Abstract

Recent media coverage of the threatened collapse of the vast Wilkins ice shelf highlights the manner in which the established focus on global warming and the ozone hole has led Antarctica to be well and truly accepted as playing an integral role in global environmental systems. By contrast, histories of the 1950 and 1960s continue still to treat Antarctica largely as, to quote Philip Quigg (1983), ‘a Pole Apart’, that is a marginal region struggling for inclusion on most world maps. Despite the occasional newsworthy item, like the 1952 Anglo-Argentine clash at Hope Bay (Beck 1987: 18–21) or the 1955–1958 British Trans-Antarctic Expedition (Fuchs and Hillary 1958), Antarctic affairs have not been regarded, except perhaps in Argentina, Australia, Chile and New Zealand, as sufficiently mainstream during the 1950s and 1960s to warrant inclusion in national or global histories covering that period.
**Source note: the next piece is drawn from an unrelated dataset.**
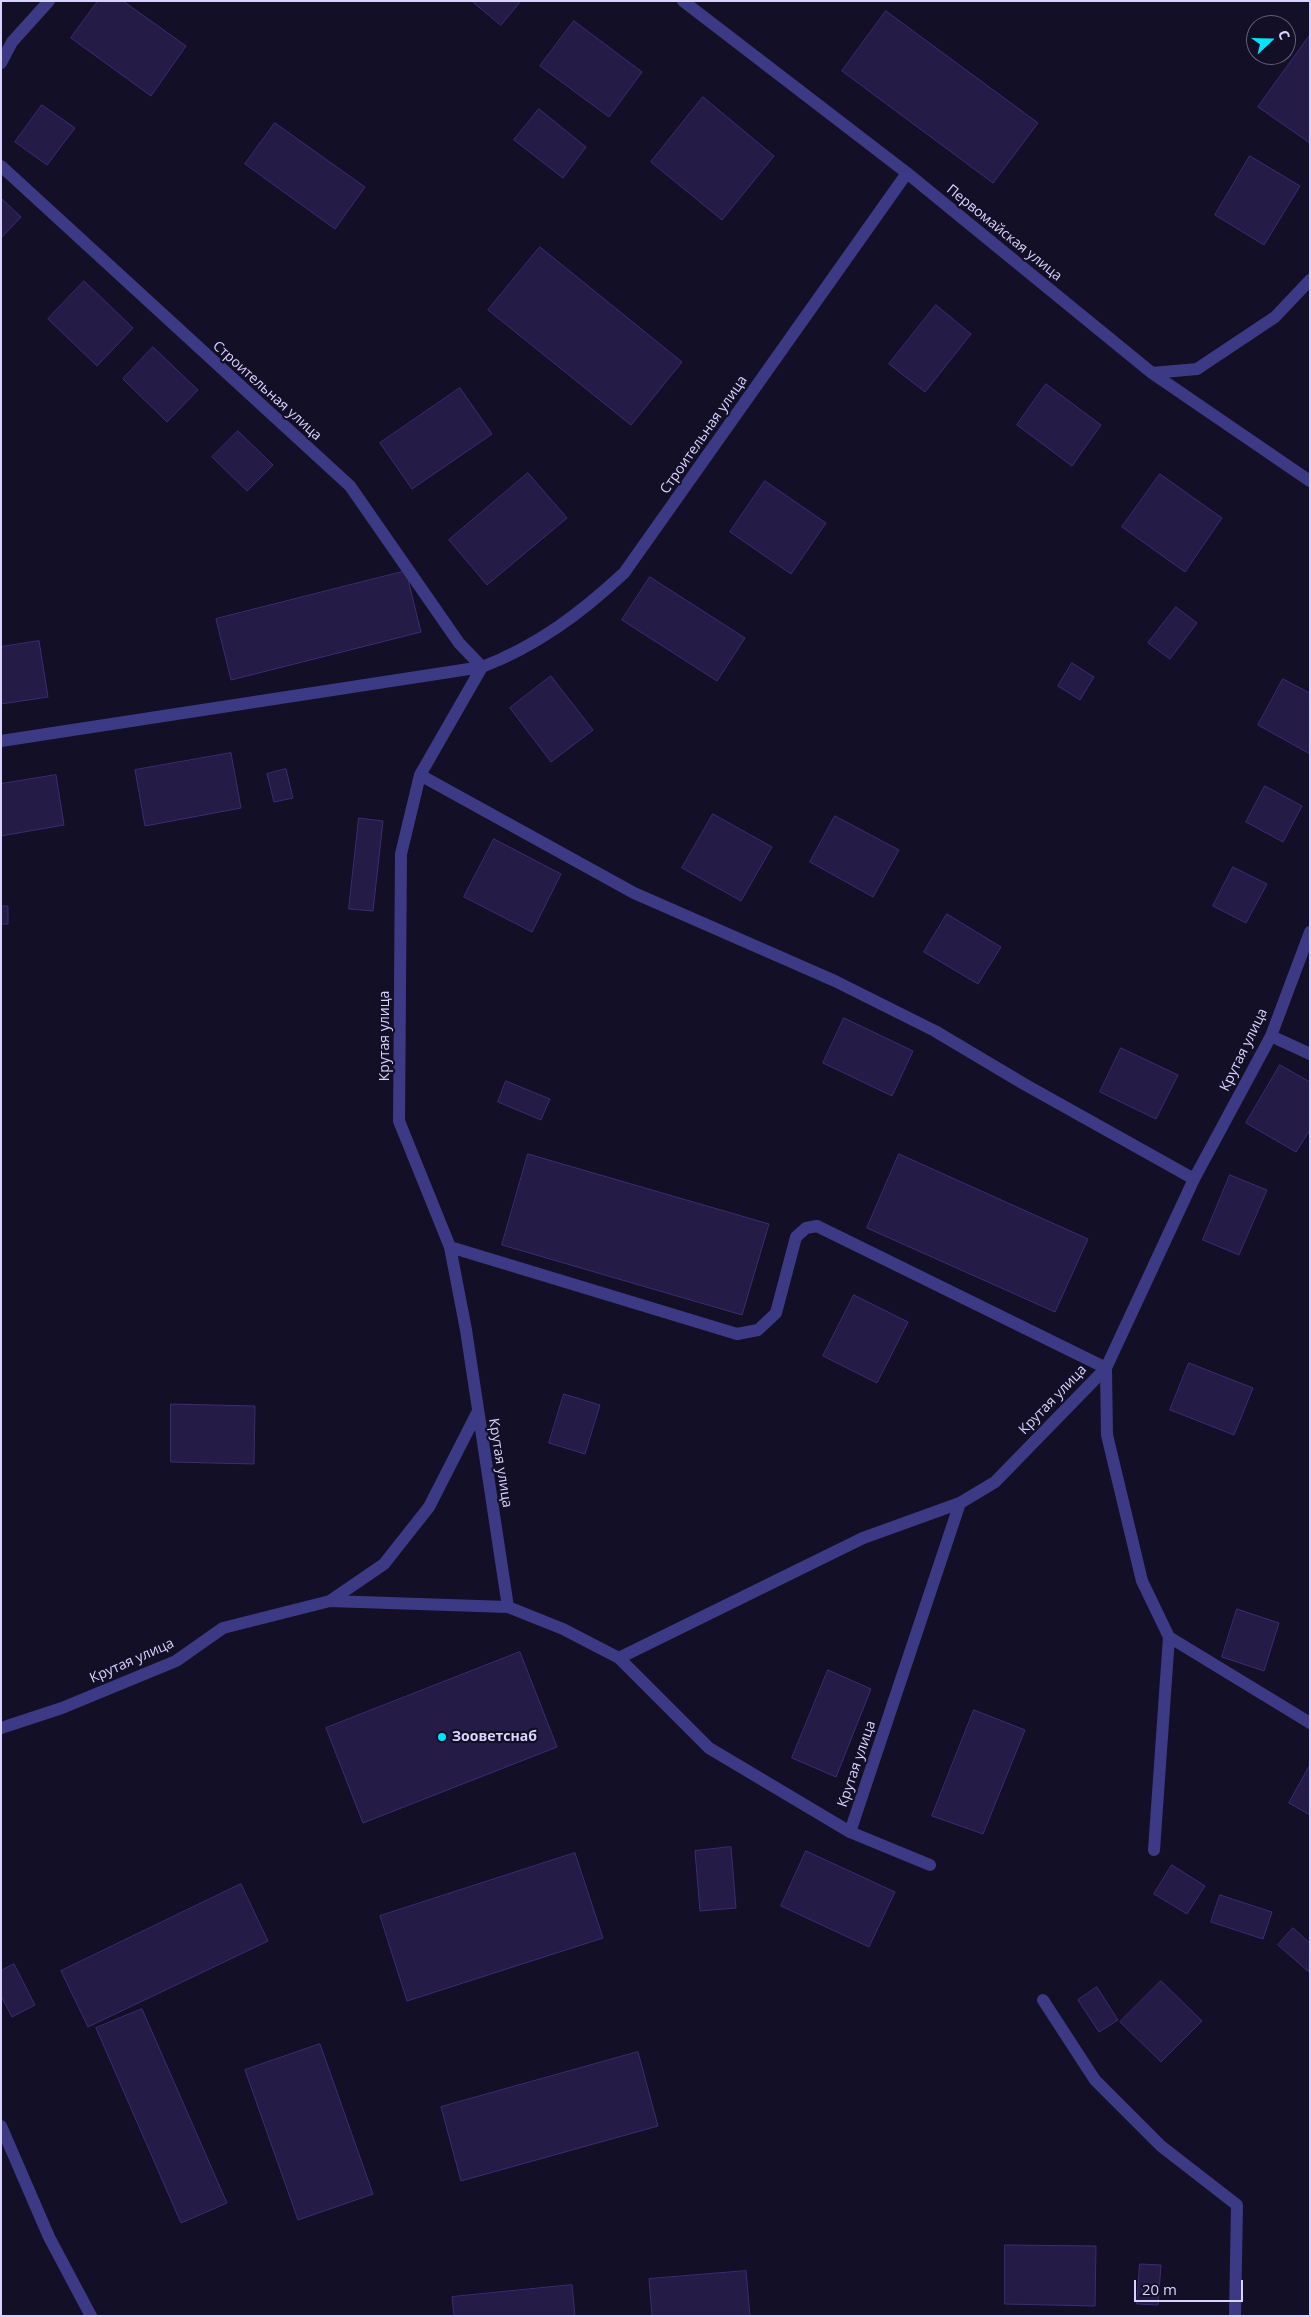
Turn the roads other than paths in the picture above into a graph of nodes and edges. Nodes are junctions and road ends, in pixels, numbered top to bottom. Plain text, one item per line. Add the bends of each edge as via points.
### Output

As a result, it remains easy still to gloss over the 1959 Antarctic Treaty as possessing rather limited contemporary significance, and hence to dismiss it as a limited purpose agreement confined to a relatively marginal area. Indeed, for some commentators, the treaty was even interpreted as a lost opportunity in terms of failing either to internationalise the region or to resolve the longstanding Antarctic sovereignty problem.